The math answer is straightforward: if your expected investment return after taxes exceeds your mortgage rate after the tax deduction (if any), investing wins on paper. With historical stock market returns averaging around 7% inflation-adjusted, and mortgage rates currently in the 6–7% range, the math is close — much closer than it was during the era of 3% mortgages.

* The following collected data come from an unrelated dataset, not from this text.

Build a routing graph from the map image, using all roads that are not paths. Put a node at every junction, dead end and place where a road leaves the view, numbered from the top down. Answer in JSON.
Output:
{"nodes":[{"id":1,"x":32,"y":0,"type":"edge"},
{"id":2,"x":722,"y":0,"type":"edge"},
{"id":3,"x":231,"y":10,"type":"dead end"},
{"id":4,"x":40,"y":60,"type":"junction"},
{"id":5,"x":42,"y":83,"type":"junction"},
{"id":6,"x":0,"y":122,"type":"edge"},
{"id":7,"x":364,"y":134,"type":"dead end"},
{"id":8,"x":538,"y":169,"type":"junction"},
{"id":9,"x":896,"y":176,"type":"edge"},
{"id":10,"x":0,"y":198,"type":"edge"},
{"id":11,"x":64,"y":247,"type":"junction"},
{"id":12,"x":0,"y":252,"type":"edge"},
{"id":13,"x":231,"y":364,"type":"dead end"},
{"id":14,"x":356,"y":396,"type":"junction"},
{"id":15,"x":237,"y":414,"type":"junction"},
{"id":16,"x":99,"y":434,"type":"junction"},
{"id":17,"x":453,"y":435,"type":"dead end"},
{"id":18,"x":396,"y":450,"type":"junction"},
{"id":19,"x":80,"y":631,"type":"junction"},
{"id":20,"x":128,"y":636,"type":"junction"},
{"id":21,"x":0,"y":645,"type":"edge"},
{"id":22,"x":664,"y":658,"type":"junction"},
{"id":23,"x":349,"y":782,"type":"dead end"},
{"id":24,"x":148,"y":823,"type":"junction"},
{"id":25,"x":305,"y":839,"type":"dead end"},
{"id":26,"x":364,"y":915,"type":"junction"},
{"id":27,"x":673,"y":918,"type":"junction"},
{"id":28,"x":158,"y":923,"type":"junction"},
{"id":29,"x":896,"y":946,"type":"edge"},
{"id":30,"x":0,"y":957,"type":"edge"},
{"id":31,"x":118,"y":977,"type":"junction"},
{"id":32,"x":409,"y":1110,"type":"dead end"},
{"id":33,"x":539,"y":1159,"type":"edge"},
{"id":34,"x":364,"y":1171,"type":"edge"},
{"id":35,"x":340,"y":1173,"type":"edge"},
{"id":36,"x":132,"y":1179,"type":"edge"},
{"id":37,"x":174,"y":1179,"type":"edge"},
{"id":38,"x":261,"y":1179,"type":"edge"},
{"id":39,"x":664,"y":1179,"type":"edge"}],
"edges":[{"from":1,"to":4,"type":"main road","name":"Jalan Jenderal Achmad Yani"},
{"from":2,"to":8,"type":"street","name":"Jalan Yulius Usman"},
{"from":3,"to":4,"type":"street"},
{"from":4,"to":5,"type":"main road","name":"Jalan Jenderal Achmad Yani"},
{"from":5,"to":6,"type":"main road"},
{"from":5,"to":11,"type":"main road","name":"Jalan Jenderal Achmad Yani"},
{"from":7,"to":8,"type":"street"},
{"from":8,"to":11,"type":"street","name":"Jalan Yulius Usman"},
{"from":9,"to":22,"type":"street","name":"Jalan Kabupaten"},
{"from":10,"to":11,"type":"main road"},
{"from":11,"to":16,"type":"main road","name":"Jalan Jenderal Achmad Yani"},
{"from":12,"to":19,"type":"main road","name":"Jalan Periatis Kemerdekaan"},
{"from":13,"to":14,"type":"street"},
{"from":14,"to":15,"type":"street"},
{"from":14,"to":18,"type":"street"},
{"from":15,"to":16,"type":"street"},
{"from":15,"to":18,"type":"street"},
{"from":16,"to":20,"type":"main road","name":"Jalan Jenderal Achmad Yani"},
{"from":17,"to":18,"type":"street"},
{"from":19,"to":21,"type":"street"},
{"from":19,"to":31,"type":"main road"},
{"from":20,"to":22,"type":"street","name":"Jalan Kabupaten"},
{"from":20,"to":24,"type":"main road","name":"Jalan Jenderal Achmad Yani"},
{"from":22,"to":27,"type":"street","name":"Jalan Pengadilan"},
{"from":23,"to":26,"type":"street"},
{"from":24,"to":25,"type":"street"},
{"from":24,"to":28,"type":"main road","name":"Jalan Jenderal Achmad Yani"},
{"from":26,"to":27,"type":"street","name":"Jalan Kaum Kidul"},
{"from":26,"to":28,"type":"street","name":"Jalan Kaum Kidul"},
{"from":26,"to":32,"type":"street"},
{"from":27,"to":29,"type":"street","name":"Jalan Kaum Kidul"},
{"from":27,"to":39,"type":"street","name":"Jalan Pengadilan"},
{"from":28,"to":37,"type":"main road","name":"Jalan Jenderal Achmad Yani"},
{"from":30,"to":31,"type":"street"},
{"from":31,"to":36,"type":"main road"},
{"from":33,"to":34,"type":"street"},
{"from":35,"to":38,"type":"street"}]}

The human answer is messier. Paying off a mortgage offers something investing doesn’t: a guaranteed risk-free return equal to your mortgage rate, plus the psychological certainty of owning your home outright. For many people, that certainty is worth giving up some expected return. The right answer depends on your rate, your risk tolerance, your tax situation, and your stage of life.
The Math Comparison
For a homeowner with $50,000 they could either invest or use to pay down the mortgage:
| Scenario | Mortgage Rate | Expected Investment Return | Likely Winner |
|---|---|---|---|
| Low mortgage rate | 3% | 7% (stocks) | Invest |
| Moderate mortgage rate | 5% | 7% (stocks) | Invest, narrow margin |
| Current high rate | 7% | 7% (stocks) | Effectively tied |
| Above-market rate | 8%+ | 7% (stocks) | Pay off mortgage |
Bond returns change the comparison significantly — investing $50K in bonds returning 4–5% versus a 7% mortgage almost always favors paying down the mortgage.
What Changes the Math
Tax deductibility of mortgage interest. If you itemize and deduct mortgage interest, your effective mortgage rate is lower than the headline rate. But most filers now take the standard deduction, which removes this benefit entirely.
Where you’d invest. Maxing a 401(k) match before paying down the mortgage is almost always the right call — that match is effectively a 50% or 100% guaranteed return, which beats any mortgage.
Investment account type. A taxable brokerage return gets reduced by capital gains tax. A Roth IRA grows tax-free. The mortgage paydown comparison shifts depending on which account you’d use.
Your remaining term. If you’re 5 years from paying off a 30-year mortgage anyway, the math gets less meaningful. If you have 25 years left, decades of interest are still on the table.
The Cases for Paying Down
- You’re risk-averse. A guaranteed 7% return (eliminating a 7% mortgage) beats a probable 7% return (investing).
- You’re near retirement. Eliminating the mortgage payment dramatically reduces your required retirement income.
- Your mortgage rate is above 7%. The math itself favors paydown.
- You don’t itemize. No tax deduction means the effective and stated rates are the same.
- The emotional weight of debt bothers you. Don’t underestimate this — sleeping better is worth real money.
The Cases for Investing
- You have a low mortgage rate (under 5%, especially under 4%). The math overwhelmingly favors investing.
- You haven’t maxed retirement accounts yet. 401(k) match, IRA, HSA — these are all better targets than the mortgage.
- You’re far from retirement. Long horizons compound investment returns much more powerfully than mortgage paydown.
- You have an emergency fund of 6+ months. Mortgage paydown is illiquid — you can’t easily get it back if you need cash.
The Hybrid Approach Most Advisors Recommend
- Get any employer 401(k) match first — always
- Build a 6-month emergency fund
- Pay off high-interest debt (credit cards, anything over 8%)
- Max tax-advantaged accounts (IRA, HSA)
- Then split extra cash between extra mortgage payments and a taxable brokerage account
This avoids the all-or-nothing choice and balances the math and the emotion.
The Behavioral Risk
The biggest risk with “invest the difference” is that people often don’t actually invest it. If your alternative to extra mortgage payments is a brokerage account you’ll genuinely fund every month, the math comparison holds. If it’s “I’ll invest someday,” paying down the mortgage is the better real-world outcome.
Bottom Line
If your mortgage rate is under 4%, invest. If it’s over 7%, lean toward paying down. In the 4–7% range, it’s close enough that personal factors should drive the call — stage of life, risk tolerance, and how much the debt itself bothers you. The math people show you online assumes ideal investor behavior. Your actual decision should account for actual you.